==== The records ====
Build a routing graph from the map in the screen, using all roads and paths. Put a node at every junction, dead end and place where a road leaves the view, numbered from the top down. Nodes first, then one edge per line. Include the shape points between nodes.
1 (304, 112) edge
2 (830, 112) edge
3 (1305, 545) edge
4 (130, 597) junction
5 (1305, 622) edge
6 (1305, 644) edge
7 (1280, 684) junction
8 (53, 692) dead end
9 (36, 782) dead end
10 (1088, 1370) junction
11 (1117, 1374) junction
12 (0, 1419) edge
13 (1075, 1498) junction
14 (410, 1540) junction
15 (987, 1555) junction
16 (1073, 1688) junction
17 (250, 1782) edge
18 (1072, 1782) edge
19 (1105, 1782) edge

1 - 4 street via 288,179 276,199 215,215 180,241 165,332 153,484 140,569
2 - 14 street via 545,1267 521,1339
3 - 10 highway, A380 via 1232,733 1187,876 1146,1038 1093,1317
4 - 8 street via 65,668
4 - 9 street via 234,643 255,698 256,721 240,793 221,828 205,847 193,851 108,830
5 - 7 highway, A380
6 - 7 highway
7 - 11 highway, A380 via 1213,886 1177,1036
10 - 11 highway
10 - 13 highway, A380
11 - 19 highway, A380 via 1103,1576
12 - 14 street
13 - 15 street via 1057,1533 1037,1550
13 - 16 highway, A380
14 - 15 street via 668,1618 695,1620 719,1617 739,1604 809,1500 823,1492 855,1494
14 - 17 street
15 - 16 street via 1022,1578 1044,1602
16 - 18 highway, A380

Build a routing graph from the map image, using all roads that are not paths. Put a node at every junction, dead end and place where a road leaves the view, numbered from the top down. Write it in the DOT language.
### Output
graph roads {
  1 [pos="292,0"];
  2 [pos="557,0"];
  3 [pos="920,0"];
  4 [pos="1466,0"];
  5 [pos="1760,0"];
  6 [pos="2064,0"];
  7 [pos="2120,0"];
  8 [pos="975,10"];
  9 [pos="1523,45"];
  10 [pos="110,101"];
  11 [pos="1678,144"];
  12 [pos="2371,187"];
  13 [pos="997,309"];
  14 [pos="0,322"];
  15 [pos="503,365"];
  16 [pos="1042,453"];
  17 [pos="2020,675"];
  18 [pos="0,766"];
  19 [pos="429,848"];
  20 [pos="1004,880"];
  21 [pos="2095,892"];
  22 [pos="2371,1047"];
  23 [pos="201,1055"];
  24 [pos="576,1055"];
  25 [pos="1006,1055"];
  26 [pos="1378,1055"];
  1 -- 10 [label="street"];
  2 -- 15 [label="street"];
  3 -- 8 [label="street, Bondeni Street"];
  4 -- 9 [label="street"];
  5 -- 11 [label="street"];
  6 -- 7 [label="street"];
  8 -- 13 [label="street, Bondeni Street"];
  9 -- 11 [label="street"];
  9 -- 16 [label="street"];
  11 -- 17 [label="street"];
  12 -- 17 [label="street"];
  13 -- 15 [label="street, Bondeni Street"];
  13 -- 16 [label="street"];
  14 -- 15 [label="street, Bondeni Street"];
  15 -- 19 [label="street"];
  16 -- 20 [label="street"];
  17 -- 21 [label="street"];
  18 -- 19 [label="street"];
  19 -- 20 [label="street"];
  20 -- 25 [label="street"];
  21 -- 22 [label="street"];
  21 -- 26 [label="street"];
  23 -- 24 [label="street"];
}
====
• **Activity**: Go through the listing and copy each line exactly.

• **Answer section**:
Build a routing graph from the map in the screen, using all roads and paths. Put a node at every junction, dead end and place where a road leaves the view, numbered from the top down. Nodes first, then one edge per line. Include the shape points between nodes.
1 (304, 112) edge
2 (830, 112) edge
3 (1305, 545) edge
4 (130, 597) junction
5 (1305, 622) edge
6 (1305, 644) edge
7 (1280, 684) junction
8 (53, 692) dead end
9 (36, 782) dead end
10 (1088, 1370) junction
11 (1117, 1374) junction
12 (0, 1419) edge
13 (1075, 1498) junction
14 (410, 1540) junction
15 (987, 1555) junction
16 (1073, 1688) junction
17 (250, 1782) edge
18 (1072, 1782) edge
19 (1105, 1782) edge

1 - 4 street via 288,179 276,199 215,215 180,241 165,332 153,484 140,569
2 - 14 street via 545,1267 521,1339
3 - 10 highway, A380 via 1232,733 1187,876 1146,1038 1093,1317
4 - 8 street via 65,668
4 - 9 street via 234,643 255,698 256,721 240,793 221,828 205,847 193,851 108,830
5 - 7 highway, A380
6 - 7 highway
7 - 11 highway, A380 via 1213,886 1177,1036
10 - 11 highway
10 - 13 highway, A380
11 - 19 highway, A380 via 1103,1576
12 - 14 street
13 - 15 street via 1057,1533 1037,1550
13 - 16 highway, A380
14 - 15 street via 668,1618 695,1620 719,1617 739,1604 809,1500 823,1492 855,1494
14 - 17 street
15 - 16 street via 1022,1578 1044,1602
16 - 18 highway, A380

Build a routing graph from the map image, using all roads that are not paths. Put a node at every junction, dead end and place where a road leaves the view, numbered from the top down. Write it in the DOT language.
### Output
graph roads {
  1 [pos="292,0"];
  2 [pos="557,0"];
  3 [pos="920,0"];
  4 [pos="1466,0"];
  5 [pos="1760,0"];
  6 [pos="2064,0"];
  7 [pos="2120,0"];
  8 [pos="975,10"];
  9 [pos="1523,45"];
  10 [pos="110,101"];
  11 [pos="1678,144"];
  12 [pos="2371,187"];
  13 [pos="997,309"];
  14 [pos="0,322"];
  15 [pos="503,365"];
  16 [pos="1042,453"];
  17 [pos="2020,675"];
  18 [pos="0,766"];
  19 [pos="429,848"];
  20 [pos="1004,880"];
  21 [pos="2095,892"];
  22 [pos="2371,1047"];
  23 [pos="201,1055"];
  24 [pos="576,1055"];
  25 [pos="1006,1055"];
  26 [pos="1378,1055"];
  1 -- 10 [label="street"];
  2 -- 15 [label="street"];
  3 -- 8 [label="street, Bondeni Street"];
  4 -- 9 [label="street"];
  5 -- 11 [label="street"];
  6 -- 7 [label="street"];
  8 -- 13 [label="street, Bondeni Street"];
  9 -- 11 [label="street"];
  9 -- 16 [label="street"];
  11 -- 17 [label="street"];
  12 -- 17 [label="street"];
  13 -- 15 [label="street, Bondeni Street"];
  13 -- 16 [label="street"];
  14 -- 15 [label="street, Bondeni Street"];
  15 -- 19 [label="street"];
  16 -- 20 [label="street"];
  17 -- 21 [label="street"];
  18 -- 19 [label="street"];
  19 -- 20 [label="street"];
  20 -- 25 [label="street"];
  21 -- 22 [label="street"];
  21 -- 26 [label="street"];
  23 -- 24 [label="street"];
}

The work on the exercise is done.